==== Raw data ====
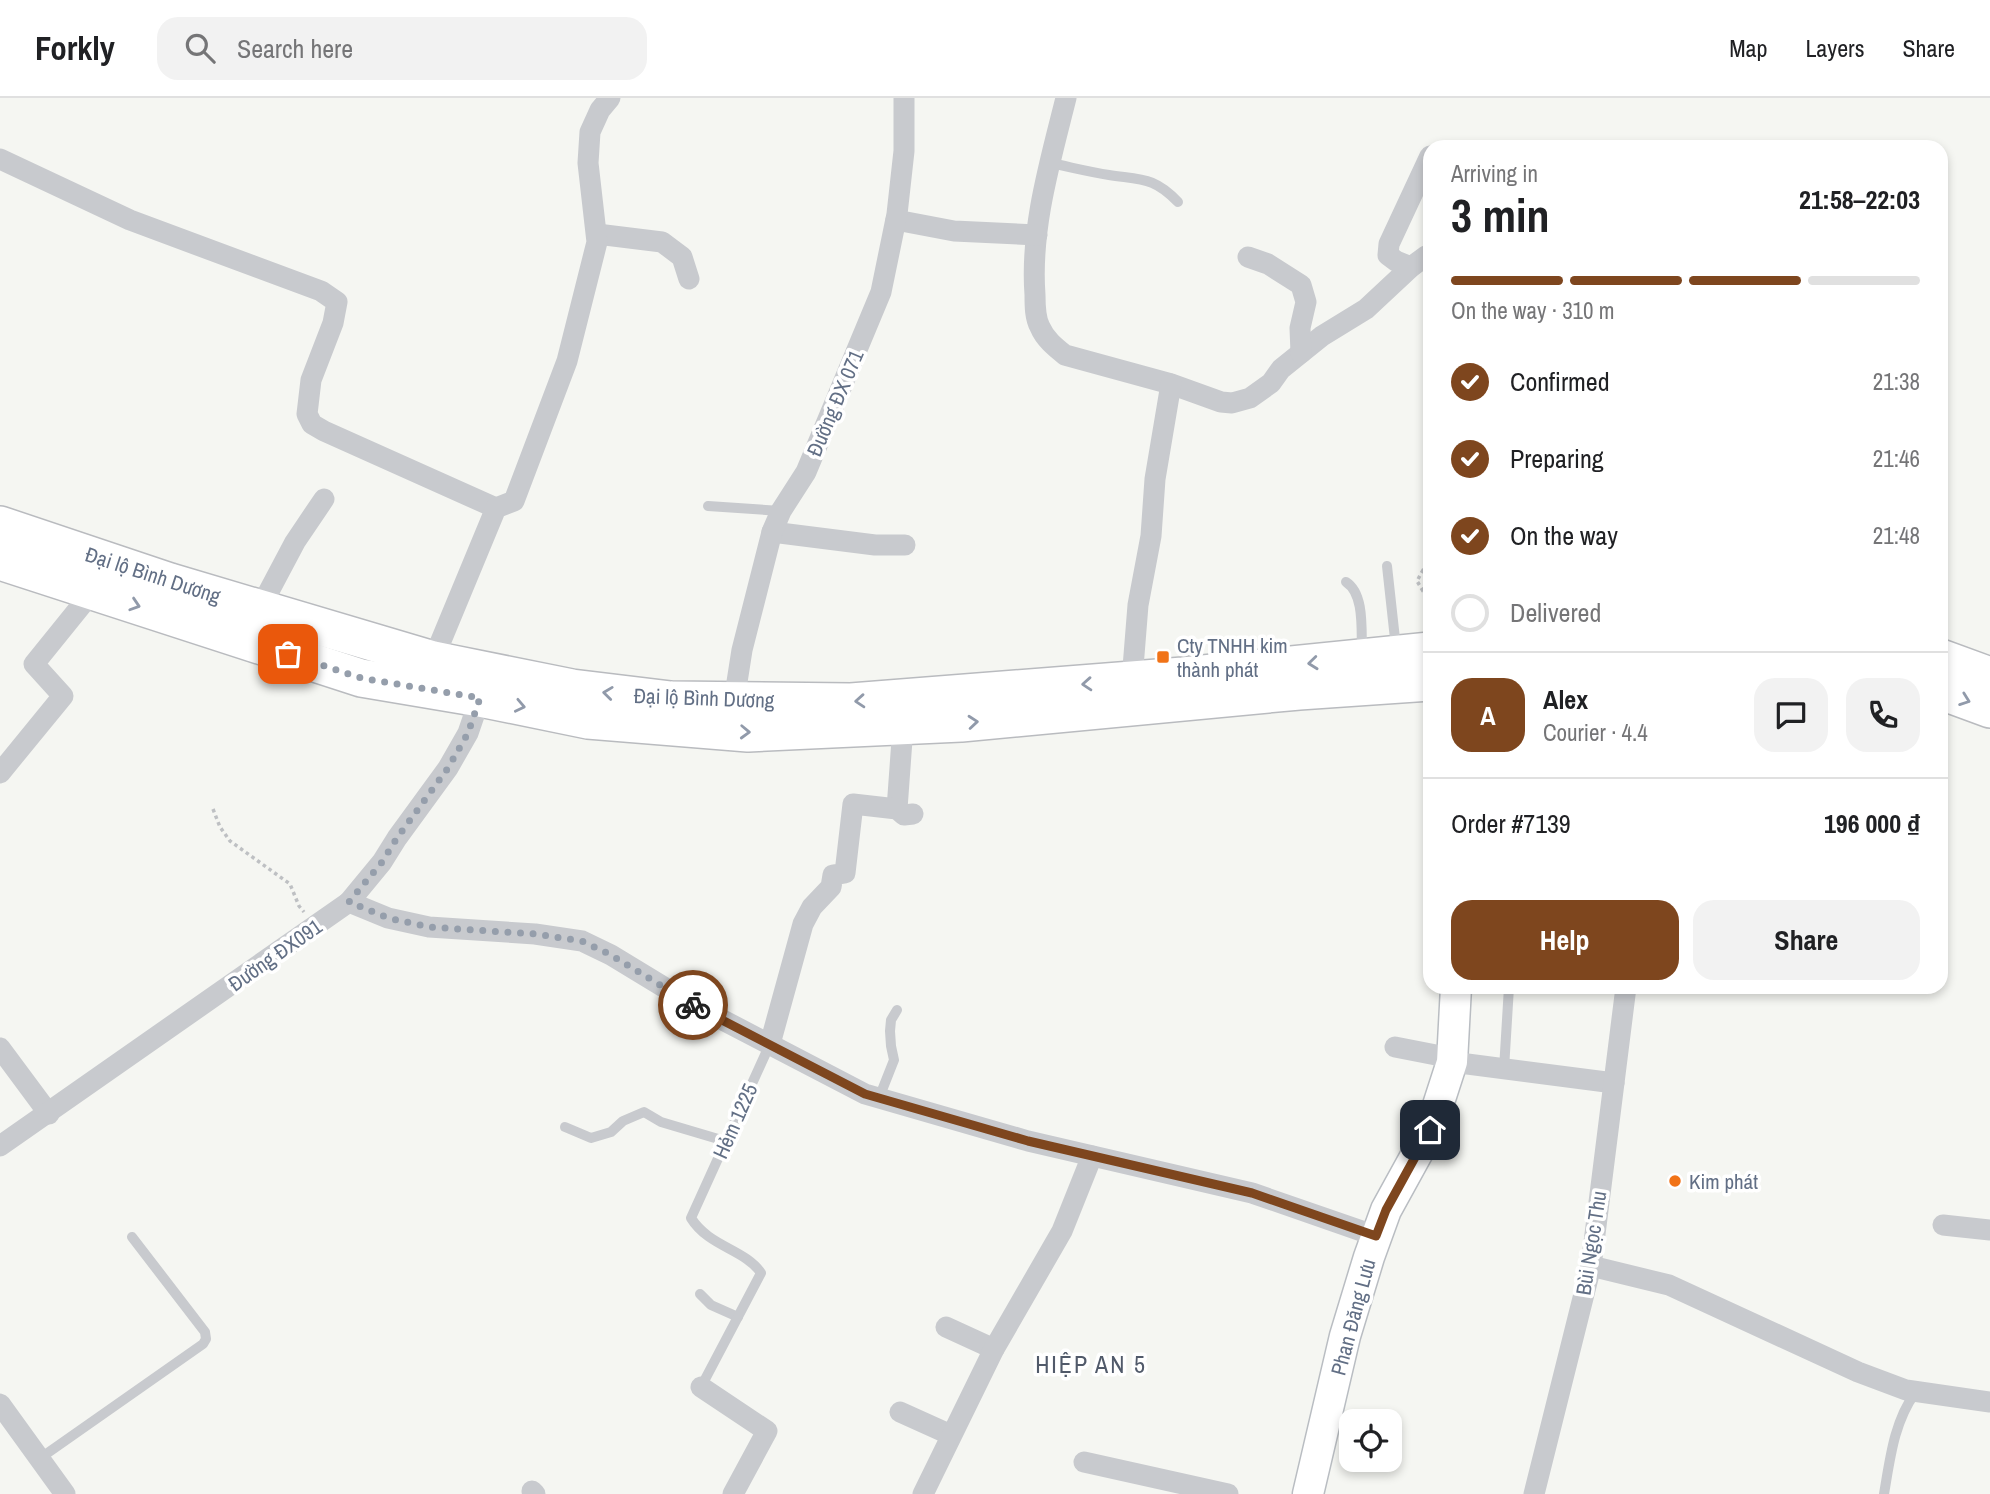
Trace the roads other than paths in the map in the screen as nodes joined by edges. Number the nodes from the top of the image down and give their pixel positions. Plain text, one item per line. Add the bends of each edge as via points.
1 (610, 98) edge
2 (904, 98) edge
3 (1066, 98) edge
4 (0, 159) edge
5 (1050, 163) junction
6 (1423, 170) edge
7 (1178, 202) dead end
8 (896, 220) junction
9 (597, 234) junction
10 (1037, 235) junction
11 (1248, 257) dead end
12 (1423, 258) edge
13 (1411, 267) junction
14 (689, 279) dead end
15 (1301, 353) junction
16 (1171, 384) junction
17 (324, 499) dead end
18 (708, 506) dead end
19 (496, 508) junction
20 (781, 511) junction
21 (0, 525) edge
22 (772, 532) junction
23 (905, 545) dead end
24 (0, 561) edge
25 (1387, 566) dead end
26 (1346, 582) dead end
27 (93, 591) junction
28 (260, 608) junction
29 (1397, 654) edge
30 (433, 660) junction
31 (1948, 661) edge
32 (1990, 676) edge
33 (1132, 680) junction
34 (1423, 682) edge
35 (1948, 694) edge
36 (480, 698) junction
37 (734, 701) junction
38 (1990, 709) edge
39 (903, 726) junction
40 (0, 773) edge
41 (349, 902) junction
42 (1456, 994) edge
43 (1509, 994) edge
44 (1625, 994) edge
45 (897, 1010) dead end
46 (770, 1044) junction
47 (1395, 1047) dead end
48 (0, 1048) edge
49 (1452, 1062) junction
50 (1504, 1069) junction
51 (1614, 1083) junction
52 (878, 1098) junction
53 (49, 1114) junction
54 (565, 1126) dead end
55 (725, 1141) junction
56 (0, 1146) edge
57 (1092, 1156) junction
58 (1943, 1225) dead end
59 (1990, 1230) edge
60 (1376, 1236) junction
61 (132, 1237) dead end
62 (1591, 1266) junction
63 (700, 1294) dead end
64 (738, 1317) junction
65 (947, 1327) dead end
66 (994, 1349) junction
67 (701, 1387) joint
68 (1910, 1391) junction
69 (1990, 1402) edge
70 (0, 1404) edge
71 (900, 1412) dead end
72 (951, 1435) junction
73 (39, 1459) junction
74 (1084, 1462) dead end
75 (65, 1494) edge
76 (733, 1494) edge
77 (923, 1494) edge
78 (1228, 1494) edge
79 (1308, 1494) edge
80 (1534, 1494) edge
81 (1884, 1494) edge

1 - 9 street via 590,132
2 - 8 street, Đường ĐX 071
3 - 5 street
4 - 19 street via 130,220 321,291 337,302 311,380 307,414 312,424
5 - 7 lane via 1144,178 1166,189
5 - 10 street
6 - 13 street via 1389,244 1388,255
8 - 10 street via 954,231
8 - 20 street, Đường ĐX 071 via 881,292 806,472
9 - 14 street via 662,242 682,257
9 - 19 street via 566,361 514,501
10 - 16 street via 1035,309 1052,345 1065,355
11 - 15 street via 1301,285 1306,302
12 - 13 street
13 - 15 street via 1366,309
15 - 16 street via 1280,369 1271,383 1250,398 1232,403
16 - 33 street via 1138,606
17 - 28 street
18 - 20 lane
19 - 30 street
20 - 22 street, Đường ĐX 071
21 - 28 highway, Đại lộ Bình Dương
22 - 23 street
22 - 37 street, Đường ĐX 071
24 - 27 highway, Đại lộ Bình Dương
25 - 29 lane
26 - 29 lane via 1355,591 1359,607
27 -> 36 highway, Đại lộ Bình Dương via 361,678
27 - 40 street via 34,664 63,696
28 - 30 highway, Đại lộ Bình Dương
29 -> 33 highway, Đại lộ Bình Dương
37 -> 30 highway, Đại lộ Bình Dương via 671,700 572,688
31 - 32 highway
33 -> 37 highway, Đại lộ Bình Dương via 850,702
39 -> 34 highway, Đại lộ Bình Dương
35 -> 38 highway
36 -> 39 highway, Đại lộ Bình Dương via 588,720 748,733
36 - 41 street, Đường ĐX091 via 468,733 448,768
39 - 46 street, Hẻm 1225 via 905,811 853,804 845,873 834,875 831,887 803,923
41 - 46 street via 388,918 429,927 582,941
41 - 53 street, Đường ĐX091
42 - 49 street, Phan Đăng Lưu
43 - 50 lane
44 - 51 street, Bùi Ngọc Thu
45 - 52 lane via 890,1031 894,1060
46 - 52 street
46 - 55 lane, Hẻm 1225
47 - 49 street
48 - 53 street
49 - 50 street
49 - 60 street, Phan Đăng Lưu via 1430,1130
50 - 51 street
51 - 62 street, Bùi Ngọc Thu
52 - 57 street
53 - 56 street, Đường ĐX091
54 - 55 lane via 590,1138 611,1132 644,1112 660,1122
55 - 64 lane, Hẻm 1225 via 691,1218 699,1230 761,1273
57 - 60 street via 1252,1193
57 - 66 street via 1062,1231
58 - 59 street
60 - 79 street, Phan Đăng Lưu via 1345,1336
61 - 73 lane via 206,1339
62 - 68 street via 1669,1285 1858,1373
62 - 80 street, Bùi Ngọc Thu
63 - 64 lane via 711,1305
64 - 67 lane, Hẻm 1225
65 - 66 street
66 - 72 street
67 - 76 street, Hẻm 1225 via 767,1431
68 - 69 street
68 - 81 lane via 1891,1451
70 - 73 street
71 - 72 street
72 - 77 street
73 - 75 street
74 - 78 street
====
→ **Assignment**:
If a line in the entries above has the word "Dương", copy it.

→ **Answer space**:
21 - 28 highway, Đại lộ Bình Dương
24 - 27 highway, Đại lộ Bình Dương
27 -> 36 highway, Đại lộ Bình Dương via 361,678
28 - 30 highway, Đại lộ Bình Dương
29 -> 33 highway, Đại lộ Bình Dương
37 -> 30 highway, Đại lộ Bình Dương via 671,700 572,688
33 -> 37 highway, Đại lộ Bình Dương via 850,702
39 -> 34 highway, Đại lộ Bình Dương
36 -> 39 highway, Đại lộ Bình Dương via 588,720 748,733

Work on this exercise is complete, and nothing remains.